Having survived in this way for thousands upon thousands of years, it’s hard for us in the modern world to fathom that the modernization of agriculture and mass food production in the U.S. began just 150 years ago. Trans fats and processed foods are only a little over a century old! Many behaviors that once helped us thrive now drive us to overeat, gain fat, and develop diseases. Our brains, core behaviors, and bodies haven’t caught up with the modern era, and are simply out of alignment with the multitude of foods available today.

Another reason we have a tough time staying true to a healthy lifestyle is that we have a tough time…with time itself! With many of us working, rearing children, and allowing for a bit of relaxing downtime and entertainment, food preparation and exercise have gotten kicked to the curb. Often, we dine out or rely on quick processed foods, without even knowing the ingredients that make up our meals.

And, with a shift from subsistence agriculture to manufacturing to technology, even our own economy has conspired to work against us! Jobs have become increasingly sedentary with the rise of automation in the workplace, and technology threatens to replace more active forms of play. Screen time, rich in visual stimulation and addictive due to the brain’s dopamine reward, is quickly becoming kids’ preferred activity, instead of going out to play ball or ride a bike.
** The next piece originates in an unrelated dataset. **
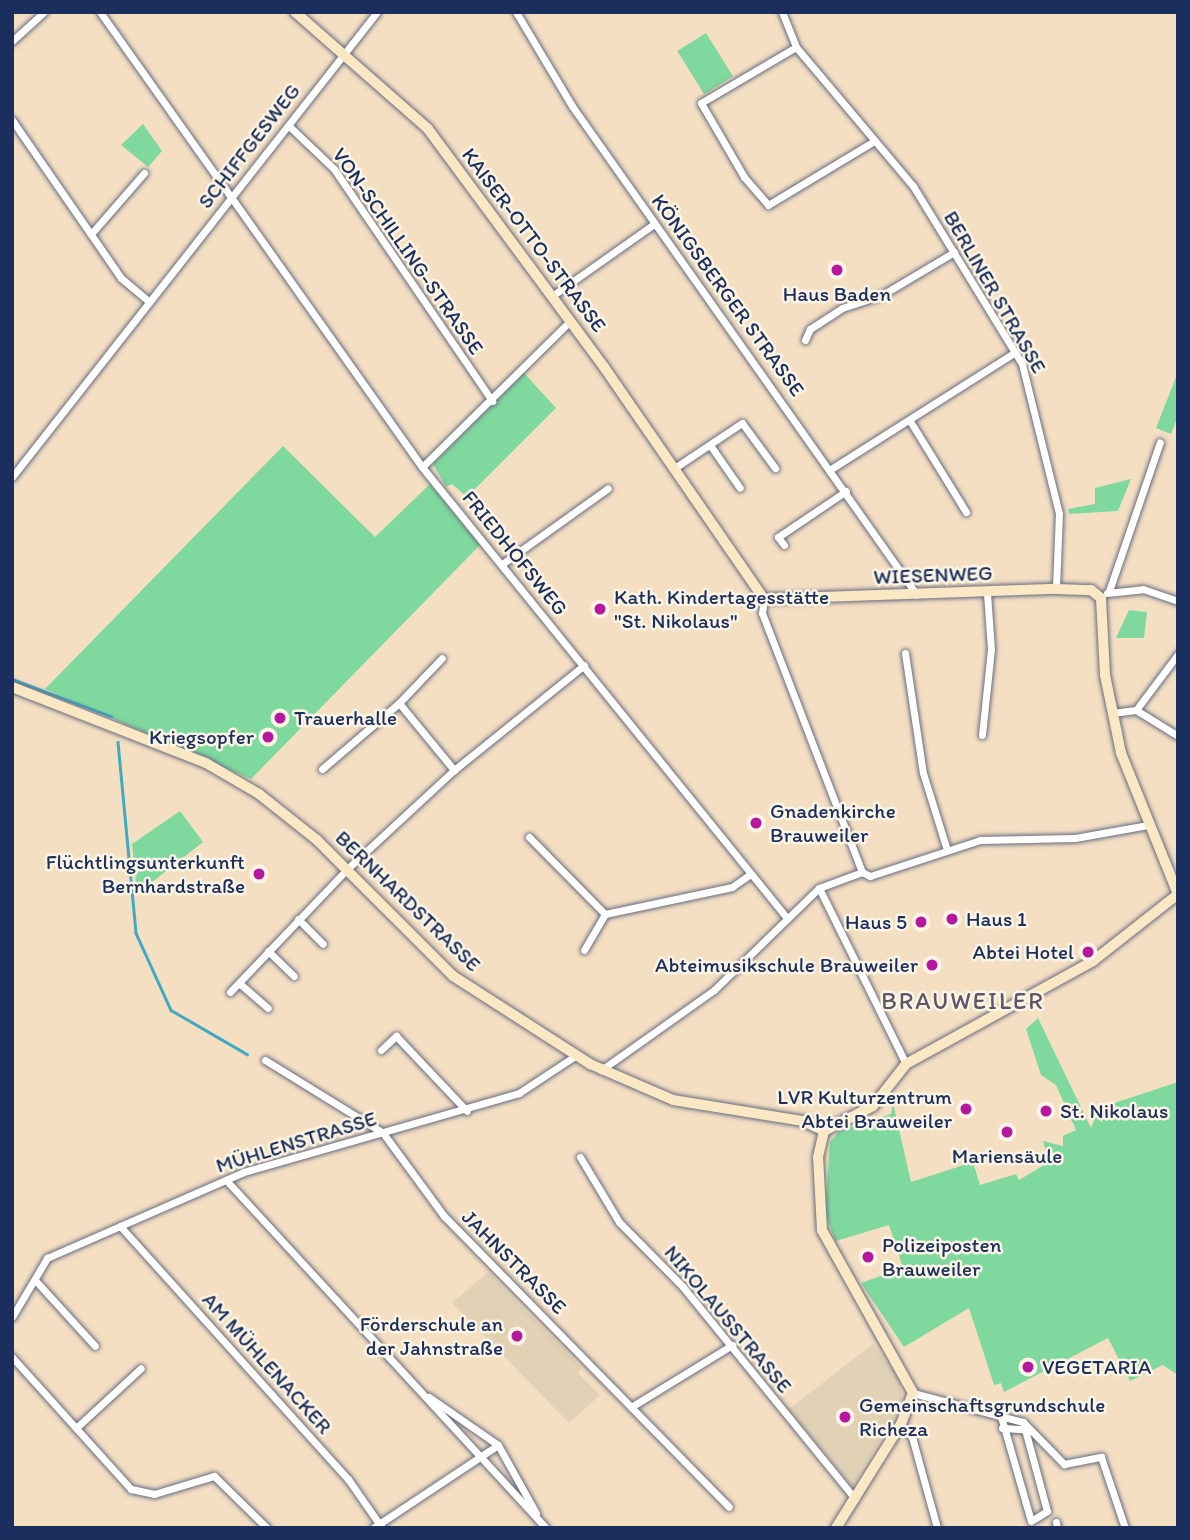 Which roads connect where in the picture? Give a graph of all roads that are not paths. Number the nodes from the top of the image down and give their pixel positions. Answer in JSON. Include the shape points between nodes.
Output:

Yet another cause of our difficulty to live a healthy lifestyle is our lack of sleep! The average number of hours Americans sleep has gradually decreased over the last two decades, the Sleep in America poll estimates. Not getting enough sleep promotes overeating! The more sleep-deprived you are, the higher your levels of the stress hormone cortisol, which increases your appetite. Additionally, lack of sleep slows down our metabolism (Michael Breus, PhD).

And let’s not forget what may just be the #1 cause of weight gain and unhealthy choices: emotional eating. We often turn to food for comfort in times of stress, boredom, or discomfort. Emotional eating is a way to suppress or soothe negative emotions, and in these times of weakness, we often impulsively seek sugary or high-fat foods.

To cap it all off, more than 80% of obese people who lose weight gain it back, because as we lose, our metabolism slows down. It almost feels as though our own bodies are sabotaging our efforts!

Bottom line: struggles with weight gain can come from our environment and our biology, rather than a simple lack of willpower. So don’t be too hard on yourself if your healthy bandwagon has gone off the rails.

The good news?

Despite the odds, there are people who lose weight and keep it off! Scientists are showing that the key to healthy weight loss seems to be highly personalized plans rather than a one size fits all approach. The right dietary solution will vary from person to person; what works for one may not work for another. There is no magic here, and no  quick fix: maintaining a healthy weight is about finding what works and making changes to your daily behavior.